Indeed, solid-state batteries continue to garner interest in the automotive space with some legacy manufacturers describing them as one of the key levers for determining the cost, scalability, and energy density of EV batteries, and newcomers to the market looking to prove the technology's potential. This week, California-based Sakuu, developer of the 3D printed solid-state battery, announced the benchmark energy-density achievement of 800 Wh/L in its first-generation non-printed lithium metal battery. This marks a significant milestone on Sakuu’s roadmap to fully 3D printable solid-state batteries capable of greater than 1200 Wh/L by 2023, substantially surpassing lithium-ion batteries found in today’s top-selling EVs that function in a range of 500–700 Wh/L. “The arrival of a safe, sustainable, and high-performance SSB, manufactured with a totally novel 3D printing method can solve critical supply chain and safety issues while moving beyond limitations of today’s lithium-ion batteries,” states Robert Bagheri, Sakuu's founder and CEO. In addition to the 800 Wh/L mark, the first-generation lithium-metal battery is demonstrating high energy retention at 97% after 200 cycles. The battery, while remaining dendrite-free, is expected to record 80% retention at 800 cycles once cycling has been completed.
This week, Volkswagen AG‘s Chief Financial Officer Arno Antlitz revealed that some of the group's battery electric vehicles are sold out until 2023, whereas many other models require long wait times. “We see better scale, we see better margins, we see high customer demand. Originally we thought it takes two to three years until we see the parity of ICE and battery-electric vehicles,” he told Bloomberg. Last year, the group sold about 762,400 plug-in EVs, including 452,900 all-electric – up 95.5% year-over-year. However, due to supply chain crunches, Volkswagen Group might be forced to increase EV prices, just like many other of its competitors. “Raw materials are clearly a headwind for us. There might be also the time when we need to pass on some of the increases to the market,” Antlitz said.
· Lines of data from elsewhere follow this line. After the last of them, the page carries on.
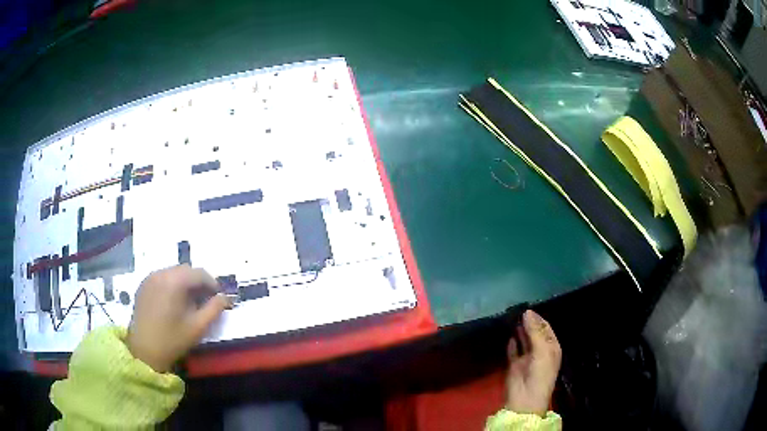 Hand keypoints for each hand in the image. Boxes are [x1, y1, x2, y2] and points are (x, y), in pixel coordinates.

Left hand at [126, 265, 230, 371]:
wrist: (144, 350)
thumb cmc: (172, 339)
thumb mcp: (198, 327)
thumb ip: (214, 309)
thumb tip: (225, 297)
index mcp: (175, 281)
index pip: (199, 273)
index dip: (212, 284)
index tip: (218, 298)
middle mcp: (161, 273)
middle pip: (185, 270)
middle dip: (198, 282)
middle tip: (205, 301)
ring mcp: (150, 278)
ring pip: (173, 273)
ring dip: (185, 283)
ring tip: (189, 302)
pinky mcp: (143, 285)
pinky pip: (162, 278)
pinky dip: (172, 285)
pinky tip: (173, 303)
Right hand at [505, 310, 561, 416]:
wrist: (525, 398)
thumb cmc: (540, 373)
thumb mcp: (542, 350)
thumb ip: (535, 331)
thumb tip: (527, 311)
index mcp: (551, 347)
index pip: (546, 328)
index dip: (538, 318)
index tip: (527, 307)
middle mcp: (540, 350)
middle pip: (534, 332)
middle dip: (528, 322)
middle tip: (516, 309)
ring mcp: (527, 358)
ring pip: (523, 340)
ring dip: (519, 330)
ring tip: (511, 317)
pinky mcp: (514, 364)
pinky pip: (513, 350)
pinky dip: (511, 343)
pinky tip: (508, 334)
A member of the VW Group, Porsche, updated on Friday its electrification plan with the release of its financial results. The German luxury sports car maker has now set a new goal for more than 80% of sales to be all-electric by 2030. After launching its first and currently only fully electric vehicle Taycan in 2019, Porsche is now looking to offer its 718 mid-engine sports car only as a fully electric version by 2025. Last year, the automaker delivered 301,915 vehicles globally and 41,296 of them were Taycan sedans, which sold even more than Porsche's 911 iconic sports car. Towards its electrification goals, Porsche noted that it is heavily investing with its partners in high-end charging stations as well as in the establishment of its own infrastructure. It also continues to make other significant investments in battery technology with its new Cellforce group focused on developing high-performance battery cells that should be ready for mass production by 2024.